The second angle is to look at revolutions themselves and compare them to the movement in Rojava. First, real revolutions involve the mobilization of masses of people against kings, landlords, colonialists and capitalists, with the people creating their own institutions—real dual power—in the process. Frequently the authoritarian reactionaries put together an international coalition to crush them. A case in point occurred in neighboring Syria proper, where hundreds of thousands marched, struck, boycotted and took up arms for years against the Assad family dictatorship. Inspired In part by local anarchists, they organized grassroots Local Coordination Committees to advance the struggle and govern themselves, and the regime in turn brought in Russia, Iran and forces in Lebanon to put down the revolution. Whatever the outcome there, no such thing happened in Rojava. In fact, as the Syrian Revolution gained steam, the PYD/PKK opposed it as thousands of Kurds marched in support. Later the party made a deal with the Assad regime to stand aside so it could withdraw from Rojava and redeploy its forces. Only then did the ‘Rojava revolution’ take place. Thus, like Macbeth in the Second Prophecy, the ‘Rojava revolution’ has been cursed from the beginning.

Whatever ‘revolution’ has occurred in Rojava has been in opposition to and at the expense of the real Syrian Revolution next door. And despite whatever egalitarian features it may have, it has been more of a traditional first stage of a Stalinist/Maoist two-stage revolution than even an attempt to sweep away the old order. That is, the businesses, landlords and tribal leaders largely have been left intact. (Absentee landlords have the legal right to return and reclaim their lands).

Therefore, for anarchists to defend a top-down regime, no matter how critically, is to defend its essential authoritarianism. And it also leads down the rabbit hole of apologizing for its ‘mistakes’ and ‘contradictions’ like opposing the Syrian Revolution, collaborating with the U.S. and Assad, and failing to give real power to the people. (This does not mean that as oppressed people, those in Rojava don’t have the right to seek such alliances). Moreover, it legitimizes not defending other oppressed peoples against imperialism because of disagreements over their political systems; for example, Iran, Ukraine, the Baltic and Central Asian states, Venezuela and Assadist Syria against U.S. or Russian imperialism.

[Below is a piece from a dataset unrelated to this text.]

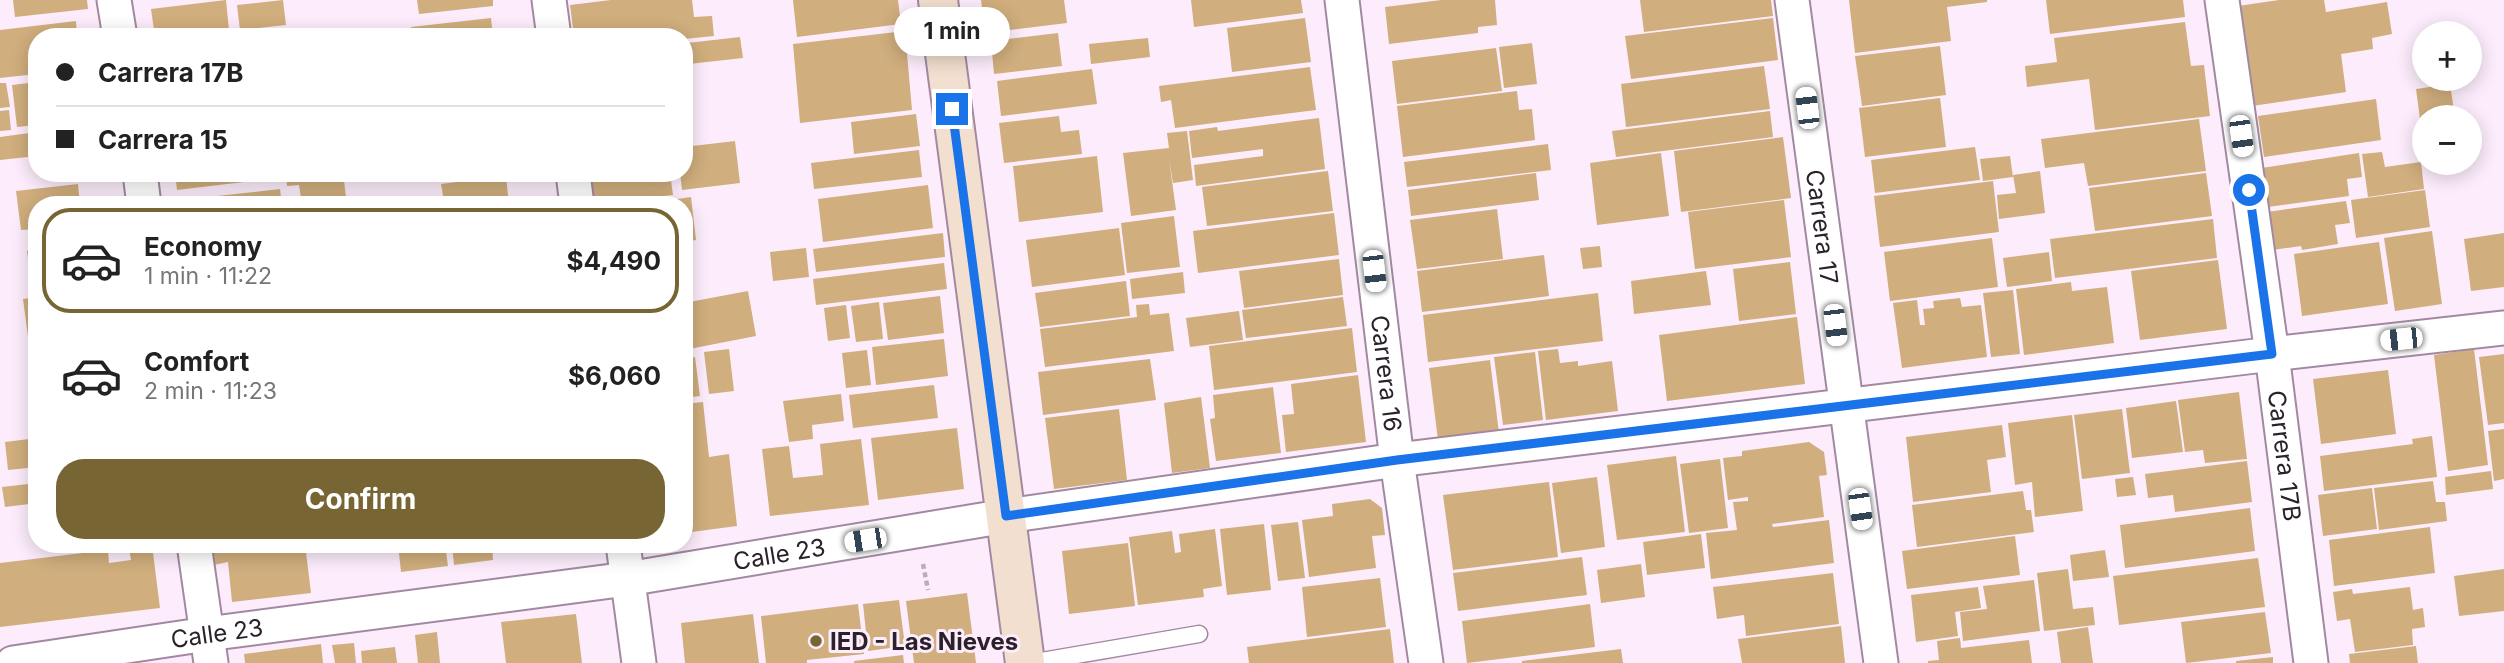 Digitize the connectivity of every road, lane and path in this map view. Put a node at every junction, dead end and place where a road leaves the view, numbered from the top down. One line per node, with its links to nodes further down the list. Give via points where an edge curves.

However, IGD leads down more rabbit holes, in this case by omission. It correctly calls for an end to the Turkish invasion, but it does not demand the withdrawal of all the imperialist forces that have been bloodily meddling in the area for years. It does not demand the departure of the U.S. (which is still there despite Trump’s order), Russia, Iran, Israel, and Saudi Arabia and the Gulf states. Moreover, it fails to call for the withdrawal of the Assad regime with its long history of oppressing the Kurds.

In particular, by not demanding U.S. withdrawal IGD puts itself on the side of the U.S. liberal interventionists who raise the twin specters of U.S. betrayal and ISIS reorganizing to push for sending more troops to the area.

By its silence IGD extends its capitulation to imperialism itself.

On the other hand, revolutionary anarcho-socialists should demand the departure of all imperialist powers from Rojava, not just Turkey; and defend Rojava in spite of its governance and collaboration with the Assad regime and U.S. imperialism, not because of it.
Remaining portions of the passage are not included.